Первая из них, слышанная мной в университете, была лекция профессора П. И. Георгиевского по политической экономии. Я поймал себя на чувстве какой-то особой удовлетворенности, когда, взойдя на кафедру и откашлявшись в кулак, профессор, человек небольшого роста, с темной бородой, в очках, отчеканил непривычное для гимназического уха: «Милостивые государи!»
«Это тебе не Станишев», - пронеслось у меня в голове.
После этого обращения он начал: «Человек с его пытливым умом, с той божественной искрой, которая горит в нем…» и т. д.

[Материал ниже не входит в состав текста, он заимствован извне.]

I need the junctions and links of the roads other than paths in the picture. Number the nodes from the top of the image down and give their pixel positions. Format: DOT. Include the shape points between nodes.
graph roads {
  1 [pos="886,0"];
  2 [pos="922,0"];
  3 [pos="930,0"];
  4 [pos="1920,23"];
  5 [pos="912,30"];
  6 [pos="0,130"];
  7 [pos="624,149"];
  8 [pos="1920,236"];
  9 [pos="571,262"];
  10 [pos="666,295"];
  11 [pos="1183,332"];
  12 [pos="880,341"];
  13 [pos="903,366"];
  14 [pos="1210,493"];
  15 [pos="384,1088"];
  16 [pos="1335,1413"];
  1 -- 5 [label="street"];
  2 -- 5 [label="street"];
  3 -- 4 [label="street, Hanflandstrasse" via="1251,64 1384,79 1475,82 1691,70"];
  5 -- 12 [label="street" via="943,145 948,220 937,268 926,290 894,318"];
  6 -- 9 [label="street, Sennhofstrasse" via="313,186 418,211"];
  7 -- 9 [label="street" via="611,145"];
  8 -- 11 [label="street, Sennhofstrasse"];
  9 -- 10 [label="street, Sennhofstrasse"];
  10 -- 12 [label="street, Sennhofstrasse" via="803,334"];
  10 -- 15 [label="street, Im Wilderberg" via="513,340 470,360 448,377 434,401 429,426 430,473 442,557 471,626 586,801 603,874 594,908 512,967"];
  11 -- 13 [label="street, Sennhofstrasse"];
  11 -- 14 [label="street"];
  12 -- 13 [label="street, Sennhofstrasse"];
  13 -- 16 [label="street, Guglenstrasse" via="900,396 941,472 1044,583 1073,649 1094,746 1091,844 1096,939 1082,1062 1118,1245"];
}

Лекция мне показалась по началу интересной, хотя и расплывчатой. Но это было только на первых лекциях: начиная с четвертой-пятой Георгиевского уже не хотелось слушать, - до того все эти мысли стали казаться скучными и банальными. Такого же было отношение к ним и всего курса. От второкурсников мы узнали, что Георгиевский из года в год читает без изменений тот же курс, выученный им наизусть, фраза за фразой. - Ну что, опять «человек с его божественной искрой»? – спрашивали они.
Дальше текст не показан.